No wonder my chanting went hog wild, renegade. This was not my comfortable key of C. I embraced my uglier tones, pushing through vocal ranges ordinarily way out of range, ones I'd rather not tread. I sang it out. I sang off key. I sang out a voice I kept hidden. I sang out a voice that came out sounding like my mother's. I sang out creaky cranky corners of my body that hadn't ever been offered melody. And while it wasn't easy, (an ugly voice brings up some gnarly darkness, shapeshifting memories, rejected and neglected parts of self), I felt like I had no choice: I had to sing through it.
After 3 hours of chanting with KD, we headed back to the hotel and before I knew it, I was talking nonstop, telling TCF all these stories about childhood and college, some rather difficult things. I forget how it came up, but out came the story about my brother's friend Jason, that irresistible combination of gorgeous and bad seed who stayed over night too frequently, or my boss Steve at Venice Beach who I still try and purge with each word I write or the guy who threw glass bottles at my bike as I rode home in the night or my mom's boyfriend or the "slow" girl and blonde boy on the block I took it out on and all the wrong things I had done and been done to. And as I talked, I could feel these things happening again as though it was happening now, moving through, the same way I feel when I write, in perfect flow.
And I wished I could call all those people up that I'd hurt, intentionally or not, and apologize for what I'd done.

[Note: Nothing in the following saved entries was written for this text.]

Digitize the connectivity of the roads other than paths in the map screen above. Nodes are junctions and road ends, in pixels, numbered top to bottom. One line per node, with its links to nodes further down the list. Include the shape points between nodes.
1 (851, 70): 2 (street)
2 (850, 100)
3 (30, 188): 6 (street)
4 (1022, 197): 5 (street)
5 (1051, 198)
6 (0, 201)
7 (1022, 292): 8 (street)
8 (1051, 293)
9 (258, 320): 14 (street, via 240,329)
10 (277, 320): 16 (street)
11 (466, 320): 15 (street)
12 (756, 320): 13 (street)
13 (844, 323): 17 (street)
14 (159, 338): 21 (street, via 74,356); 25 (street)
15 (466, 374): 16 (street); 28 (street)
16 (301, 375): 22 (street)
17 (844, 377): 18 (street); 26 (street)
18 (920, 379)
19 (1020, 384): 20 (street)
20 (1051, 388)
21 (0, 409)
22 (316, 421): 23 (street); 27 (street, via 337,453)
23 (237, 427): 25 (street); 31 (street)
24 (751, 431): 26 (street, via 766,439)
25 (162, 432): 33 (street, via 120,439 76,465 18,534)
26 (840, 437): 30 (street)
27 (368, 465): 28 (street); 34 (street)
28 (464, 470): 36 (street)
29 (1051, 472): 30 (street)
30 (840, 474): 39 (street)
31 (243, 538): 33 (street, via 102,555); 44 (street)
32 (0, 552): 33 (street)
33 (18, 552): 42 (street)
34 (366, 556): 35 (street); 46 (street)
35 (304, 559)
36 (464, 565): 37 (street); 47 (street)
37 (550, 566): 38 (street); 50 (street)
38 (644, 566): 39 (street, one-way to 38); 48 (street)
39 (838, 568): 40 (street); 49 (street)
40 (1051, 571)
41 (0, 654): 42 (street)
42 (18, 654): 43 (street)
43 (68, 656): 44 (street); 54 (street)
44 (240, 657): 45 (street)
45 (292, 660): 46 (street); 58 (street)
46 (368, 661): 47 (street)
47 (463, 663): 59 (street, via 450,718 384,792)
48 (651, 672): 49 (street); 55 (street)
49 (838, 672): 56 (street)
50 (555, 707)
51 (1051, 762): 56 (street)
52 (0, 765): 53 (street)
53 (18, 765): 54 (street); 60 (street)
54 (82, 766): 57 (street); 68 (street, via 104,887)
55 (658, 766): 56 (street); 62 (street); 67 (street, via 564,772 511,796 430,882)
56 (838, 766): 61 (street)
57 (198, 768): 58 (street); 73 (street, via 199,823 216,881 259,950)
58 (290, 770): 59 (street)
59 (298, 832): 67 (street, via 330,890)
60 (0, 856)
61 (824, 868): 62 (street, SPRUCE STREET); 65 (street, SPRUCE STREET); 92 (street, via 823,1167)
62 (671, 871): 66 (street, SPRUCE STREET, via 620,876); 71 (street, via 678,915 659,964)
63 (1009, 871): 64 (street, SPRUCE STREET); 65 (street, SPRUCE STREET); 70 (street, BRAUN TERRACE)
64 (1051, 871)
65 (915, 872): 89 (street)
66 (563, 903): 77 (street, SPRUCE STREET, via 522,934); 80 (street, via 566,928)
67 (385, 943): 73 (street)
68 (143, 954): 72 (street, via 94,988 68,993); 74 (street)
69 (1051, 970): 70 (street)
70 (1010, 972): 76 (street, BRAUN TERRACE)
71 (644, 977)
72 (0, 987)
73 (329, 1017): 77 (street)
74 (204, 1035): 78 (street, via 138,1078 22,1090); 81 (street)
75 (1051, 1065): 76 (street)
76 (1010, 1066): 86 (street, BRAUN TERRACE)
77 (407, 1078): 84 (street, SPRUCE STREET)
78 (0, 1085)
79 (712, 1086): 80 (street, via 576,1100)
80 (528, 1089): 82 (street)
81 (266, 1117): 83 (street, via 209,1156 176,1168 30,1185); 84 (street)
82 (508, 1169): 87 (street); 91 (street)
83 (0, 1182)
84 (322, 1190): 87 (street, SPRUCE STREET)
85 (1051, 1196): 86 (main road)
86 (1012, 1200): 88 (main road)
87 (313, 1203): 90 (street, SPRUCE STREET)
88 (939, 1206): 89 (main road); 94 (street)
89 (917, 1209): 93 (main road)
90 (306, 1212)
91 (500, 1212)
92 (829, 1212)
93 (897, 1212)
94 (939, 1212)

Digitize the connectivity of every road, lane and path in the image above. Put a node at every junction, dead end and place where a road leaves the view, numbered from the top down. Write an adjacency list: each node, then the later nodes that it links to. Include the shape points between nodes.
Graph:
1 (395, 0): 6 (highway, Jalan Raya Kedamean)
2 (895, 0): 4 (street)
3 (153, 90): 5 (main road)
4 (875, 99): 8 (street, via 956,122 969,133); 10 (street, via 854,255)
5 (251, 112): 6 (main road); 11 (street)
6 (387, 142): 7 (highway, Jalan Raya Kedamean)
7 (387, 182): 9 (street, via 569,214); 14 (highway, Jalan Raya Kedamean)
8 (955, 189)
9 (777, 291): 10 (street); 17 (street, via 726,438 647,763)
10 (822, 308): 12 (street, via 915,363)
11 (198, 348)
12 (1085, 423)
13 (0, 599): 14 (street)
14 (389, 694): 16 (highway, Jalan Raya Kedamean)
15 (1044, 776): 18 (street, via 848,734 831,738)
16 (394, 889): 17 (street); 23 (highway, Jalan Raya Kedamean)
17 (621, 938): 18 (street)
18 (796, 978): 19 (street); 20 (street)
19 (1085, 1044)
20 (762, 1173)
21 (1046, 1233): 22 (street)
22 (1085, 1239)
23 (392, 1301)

And I also realized that there were also people out there, perhaps ones I'd forgotten who were also sitting in hotel rooms at this very moment wishing they could call me up and apologize too. And I realized that it felt so good to talk it out. And that if I hadn't talked it out, it might not have ever surfaced at all, page or otherwise. In fact, once I was done talking I realized I had some great stuff to write about, which I may have never found if I kept saving it for the page. And then it was done and we ate some yogurt and strawberries. Where had those stories been my whole life? What had they been? Unnamed blockages of driftwood? That dissonant wordless song?
So don't be so writerly all the time, writers. Talk a little. Don't save it all (for better or worse) for the page. It's good to talk.